What is required —
All lines from the opening of the material up to and including the line with "display:grid; grid-template-columns:32px 1fr" should be transcribed exactly, pictures excepted.

The input —
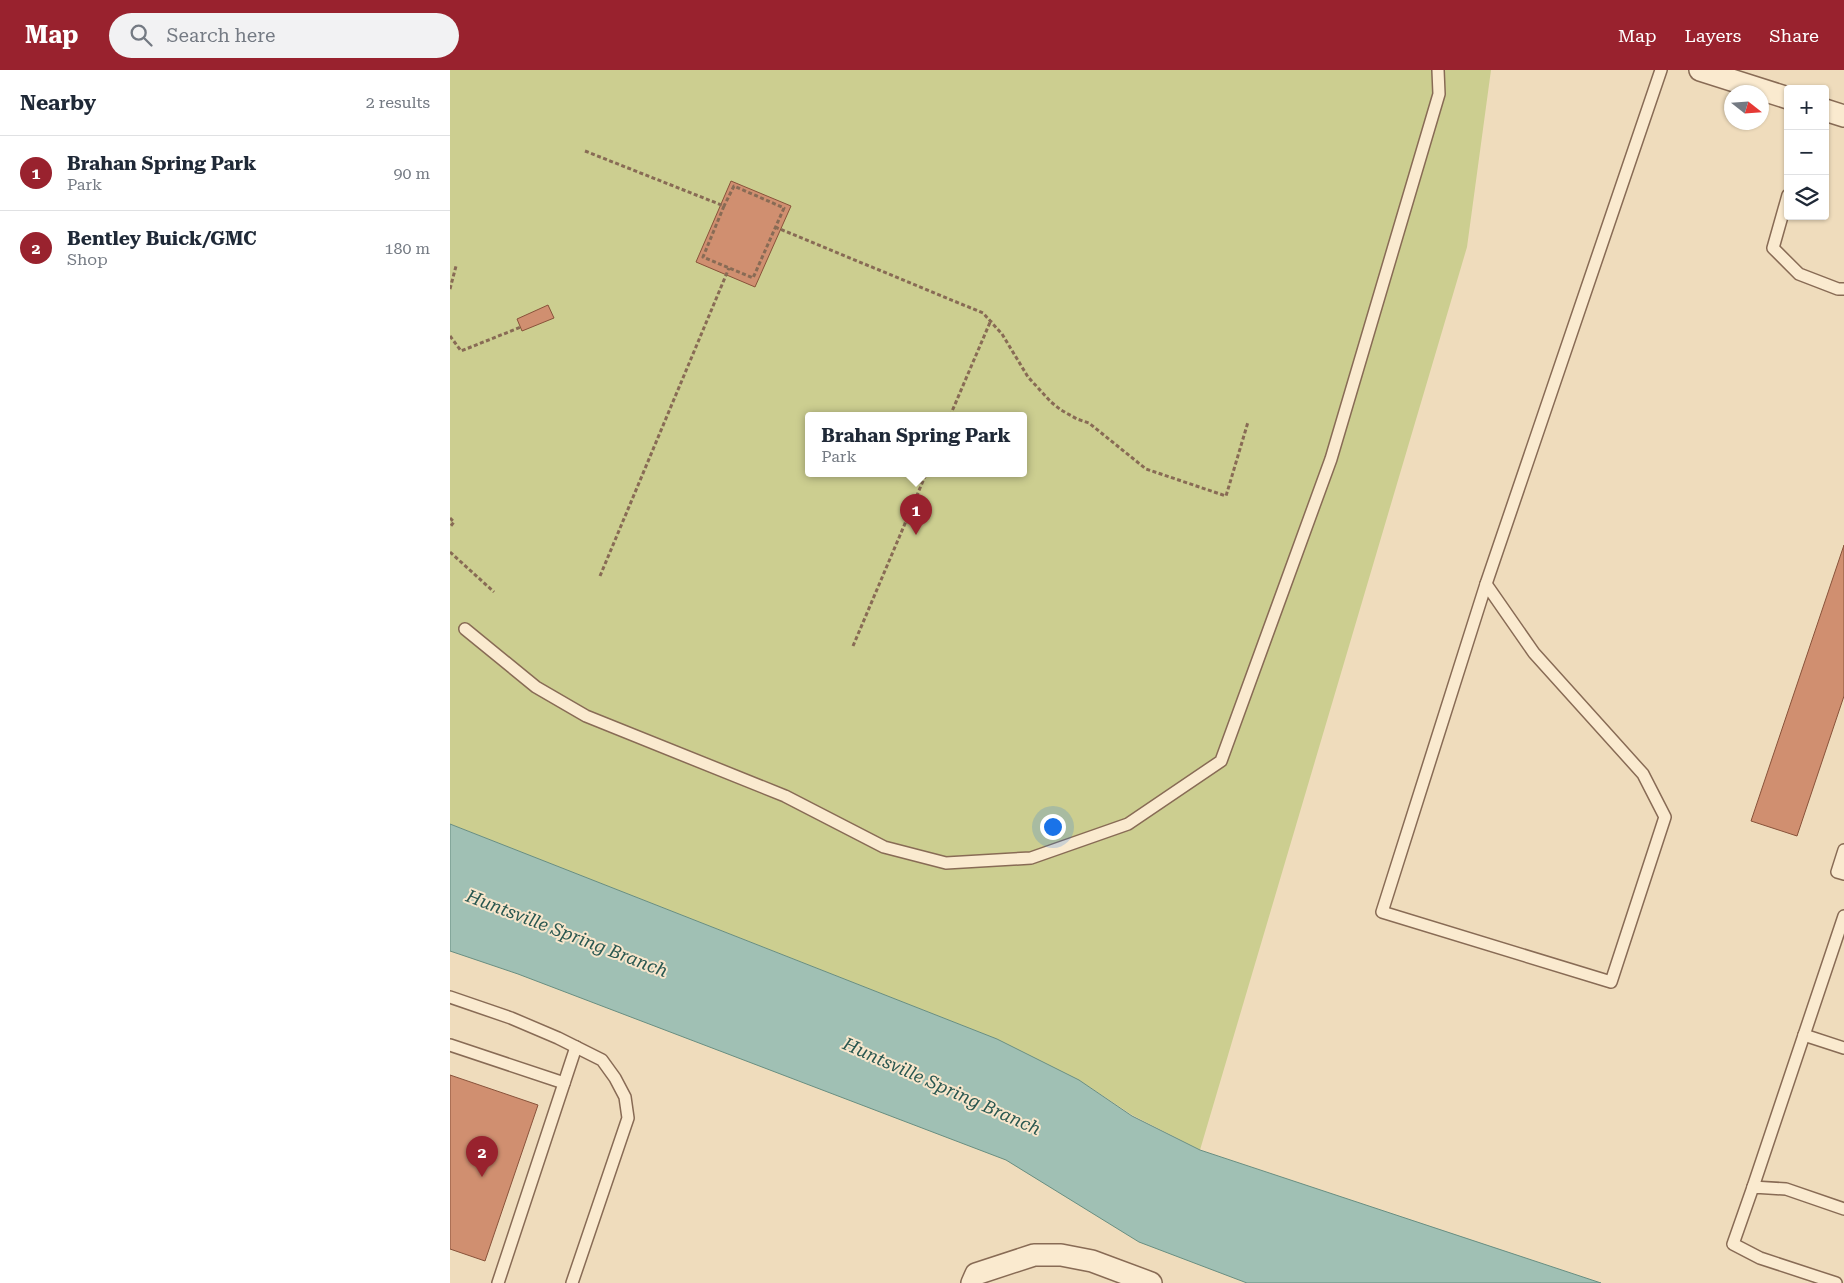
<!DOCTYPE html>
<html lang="en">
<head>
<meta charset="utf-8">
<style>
  body { margin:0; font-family:"Roboto Serif",serif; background:#f2f2f3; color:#1f2937 }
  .controls { position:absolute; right:15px; top:15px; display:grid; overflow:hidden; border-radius:5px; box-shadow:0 1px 4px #0004 }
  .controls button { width:45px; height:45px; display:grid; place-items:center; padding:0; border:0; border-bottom:1px solid #e0e1e3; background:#fff; color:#1f2937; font:25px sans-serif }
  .compass { position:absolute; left:1274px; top:15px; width:45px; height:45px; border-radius:50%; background:#fff; box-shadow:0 1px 4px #0004; rotate:107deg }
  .you { position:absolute; left:602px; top:756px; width:18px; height:18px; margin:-12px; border:4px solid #fff; border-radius:50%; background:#1a73e8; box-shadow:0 0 0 8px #1a73e833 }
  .badge { display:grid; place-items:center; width:32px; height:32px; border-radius:50%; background:#99222e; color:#fff; font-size:16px; font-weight:700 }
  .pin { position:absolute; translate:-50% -41px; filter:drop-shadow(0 1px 2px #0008) }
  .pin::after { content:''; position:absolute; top:26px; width:18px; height:15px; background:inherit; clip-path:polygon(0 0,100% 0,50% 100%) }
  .popup { position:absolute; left:355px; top:342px; width:222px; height:65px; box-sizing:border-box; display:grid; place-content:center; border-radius:5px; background:#fff; filter:drop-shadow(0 1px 4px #0005); font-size:16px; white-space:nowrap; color:#747a83 }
  .popup b { font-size:19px; color:#1f2937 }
  .popup::after { content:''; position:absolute; left:50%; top:100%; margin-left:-10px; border:10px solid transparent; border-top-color:#fff }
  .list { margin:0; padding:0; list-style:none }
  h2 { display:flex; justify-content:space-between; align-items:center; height:65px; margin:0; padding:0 20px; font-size:21px }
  h2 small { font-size:16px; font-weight:400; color:#747a83 }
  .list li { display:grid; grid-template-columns:32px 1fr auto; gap:15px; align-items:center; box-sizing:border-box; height:75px; padding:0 20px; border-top:1px solid #e0e1e3 }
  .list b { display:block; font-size:19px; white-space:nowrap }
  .list p { margin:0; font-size:16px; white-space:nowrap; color:#747a83 }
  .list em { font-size:16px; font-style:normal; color:#747a83 }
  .icon { flex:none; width:28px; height:28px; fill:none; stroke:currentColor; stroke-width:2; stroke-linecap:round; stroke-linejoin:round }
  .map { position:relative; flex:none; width:1394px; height:1213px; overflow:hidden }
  header { display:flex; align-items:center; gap:30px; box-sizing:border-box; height:70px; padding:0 25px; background:#99222e; color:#fff }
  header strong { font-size:24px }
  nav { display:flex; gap:28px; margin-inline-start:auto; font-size:18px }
  .search { width:350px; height:45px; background:#f2f2f3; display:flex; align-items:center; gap:12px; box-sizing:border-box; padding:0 18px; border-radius:28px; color:#747a83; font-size:19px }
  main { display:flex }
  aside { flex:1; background:#fff }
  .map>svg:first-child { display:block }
  .green { fill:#ccce90; fill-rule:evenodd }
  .water { fill:#a0c0b4; stroke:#688e81 }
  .building { fill:#d08f70; stroke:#88523a }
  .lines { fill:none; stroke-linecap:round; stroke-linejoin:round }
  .lane-casing { stroke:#886b55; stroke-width:14 }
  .street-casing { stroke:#886b55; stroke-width:24 }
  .path { stroke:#886b55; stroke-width:3; stroke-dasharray:4 2.5; stroke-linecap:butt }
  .lane { stroke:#faeacf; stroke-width:11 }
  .street { stroke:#faeacf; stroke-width:21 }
  .labels { text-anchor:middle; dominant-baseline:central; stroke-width:4; stroke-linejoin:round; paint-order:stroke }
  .water-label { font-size:18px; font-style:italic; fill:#295750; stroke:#f7e6cc }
</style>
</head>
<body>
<header>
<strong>Map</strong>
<div class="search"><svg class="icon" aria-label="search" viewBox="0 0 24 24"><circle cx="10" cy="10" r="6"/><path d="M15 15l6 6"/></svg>Search here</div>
<nav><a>Map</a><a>Layers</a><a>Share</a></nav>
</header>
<main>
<aside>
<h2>Nearby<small>2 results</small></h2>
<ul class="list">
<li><span class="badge">1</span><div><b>Brahan Spring Park</b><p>Park</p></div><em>90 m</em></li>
<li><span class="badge">2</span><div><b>Bentley Buick/GMC</b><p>Shop</p></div><em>180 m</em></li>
</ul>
</aside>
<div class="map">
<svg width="1394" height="1213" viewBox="0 0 1394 1213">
  <rect width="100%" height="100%" fill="#efdcbc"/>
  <!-- green -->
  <path class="green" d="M0 0H1041L1017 177 750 1080 682 1045 629 1010 547 969 0 754ZM358 346H574V404H358Z"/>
  <!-- water -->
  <polygon class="water" points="0,754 547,969 629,1010 682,1046 750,1080 1151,1213 797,1213 689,1172 556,1090 68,904 0,881"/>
  <!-- building -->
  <g class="building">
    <polygon points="281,111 341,136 305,217 246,192"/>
    <polygon points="98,235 104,248 72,261 67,249"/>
    <polygon points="1394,475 1394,626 1347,766 1301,751"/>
    <polygon points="0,1005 88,1035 35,1191 0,1179"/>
  </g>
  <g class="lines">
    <!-- lane casing -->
    <g class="lane-casing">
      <g id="lane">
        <polyline points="1338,125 1323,178 1349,204 1388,219 1394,219"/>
        <polygon points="1036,514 1084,583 1193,704 1215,747 1161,912 932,842"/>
        <polyline points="1036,514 1211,0"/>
        <polyline points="15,559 86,617 136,646 335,726 434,777 496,793 581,788 678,754 771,691 881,389 989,24 988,0"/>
        <polyline points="1394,780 1387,802 1394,804"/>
        <polyline points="0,927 61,948 108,968 152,990 165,1008 175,1027 178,1048 122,1213"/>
        <polyline points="1354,965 1394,978"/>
        <polyline points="0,975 114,1013"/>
        <polyline points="1303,1117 1394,846"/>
        <polyline points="48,1213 126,977"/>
        <polyline points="1386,1213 1310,1188 1283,1174 1303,1117 1336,1119 1394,1139"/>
      </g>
    </g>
    <!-- street casing -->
    <g class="street-casing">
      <g id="street">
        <polyline points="1250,0 1338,28"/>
        <polyline points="1375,40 1394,46"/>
        <polyline points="522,1213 526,1204 584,1185 611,1185 642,1191 701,1213"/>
      </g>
    </g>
    <!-- path -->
    <g class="path">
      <polyline points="135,81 274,136 253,187 303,208 334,138 284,116 274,136"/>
      <polyline points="325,157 533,243 552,264 578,307 601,332 611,340 627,349 639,353 696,399 776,426 798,352"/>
      <polyline points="0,219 6,196"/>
      <polyline points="0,266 11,281 71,257"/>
      <polyline points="500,346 541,250"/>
      <polyline points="0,448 4,452 0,457"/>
      <polyline points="0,482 44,522"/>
      <polyline points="150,506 279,198"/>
      <polyline points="403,576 476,404"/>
    </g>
    <!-- lane -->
    <use href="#lane" class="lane"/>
    <!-- street -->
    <use href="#street" class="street"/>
  </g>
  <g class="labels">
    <!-- water labels -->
    <g class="water-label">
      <text transform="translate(117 863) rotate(21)">Huntsville Spring Branch</text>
      <text transform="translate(492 1016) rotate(24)">Huntsville Spring Branch</text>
    </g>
  </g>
</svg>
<div class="controls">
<button>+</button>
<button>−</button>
<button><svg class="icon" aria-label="layers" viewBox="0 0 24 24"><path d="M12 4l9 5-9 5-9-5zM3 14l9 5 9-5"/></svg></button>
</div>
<svg class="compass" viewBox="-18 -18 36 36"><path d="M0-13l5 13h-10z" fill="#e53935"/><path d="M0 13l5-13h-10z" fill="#747a83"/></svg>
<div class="you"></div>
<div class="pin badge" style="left:466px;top:465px">1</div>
<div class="popup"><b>Brahan Spring Park</b>Park</div>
<div class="pin badge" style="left:32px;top:1107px">2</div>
</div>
</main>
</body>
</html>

Solution to this task —
<!DOCTYPE html>
<html lang="en">
<head>
<meta charset="utf-8">
<style>
  body { margin:0; font-family:"Roboto Serif",serif; background:#f2f2f3; color:#1f2937 }
  .controls { position:absolute; right:15px; top:15px; display:grid; overflow:hidden; border-radius:5px; box-shadow:0 1px 4px #0004 }
  .controls button { width:45px; height:45px; display:grid; place-items:center; padding:0; border:0; border-bottom:1px solid #e0e1e3; background:#fff; color:#1f2937; font:25px sans-serif }
  .compass { position:absolute; left:1274px; top:15px; width:45px; height:45px; border-radius:50%; background:#fff; box-shadow:0 1px 4px #0004; rotate:107deg }
  .you { position:absolute; left:602px; top:756px; width:18px; height:18px; margin:-12px; border:4px solid #fff; border-radius:50%; background:#1a73e8; box-shadow:0 0 0 8px #1a73e833 }
  .badge { display:grid; place-items:center; width:32px; height:32px; border-radius:50%; background:#99222e; color:#fff; font-size:16px; font-weight:700 }
  .pin { position:absolute; translate:-50% -41px; filter:drop-shadow(0 1px 2px #0008) }
  .pin::after { content:''; position:absolute; top:26px; width:18px; height:15px; background:inherit; clip-path:polygon(0 0,100% 0,50% 100%) }
  .popup { position:absolute; left:355px; top:342px; width:222px; height:65px; box-sizing:border-box; display:grid; place-content:center; border-radius:5px; background:#fff; filter:drop-shadow(0 1px 4px #0005); font-size:16px; white-space:nowrap; color:#747a83 }
  .popup b { font-size:19px; color:#1f2937 }
  .popup::after { content:''; position:absolute; left:50%; top:100%; margin-left:-10px; border:10px solid transparent; border-top-color:#fff }
  .list { margin:0; padding:0; list-style:none }
  h2 { display:flex; justify-content:space-between; align-items:center; height:65px; margin:0; padding:0 20px; font-size:21px }
  h2 small { font-size:16px; font-weight:400; color:#747a83 }
  .list li { display:grid; grid-template-columns:32px 1fr auto; gap:15px; align-items:center; box-sizing:border-box; height:75px; padding:0 20px; border-top:1px solid #e0e1e3 }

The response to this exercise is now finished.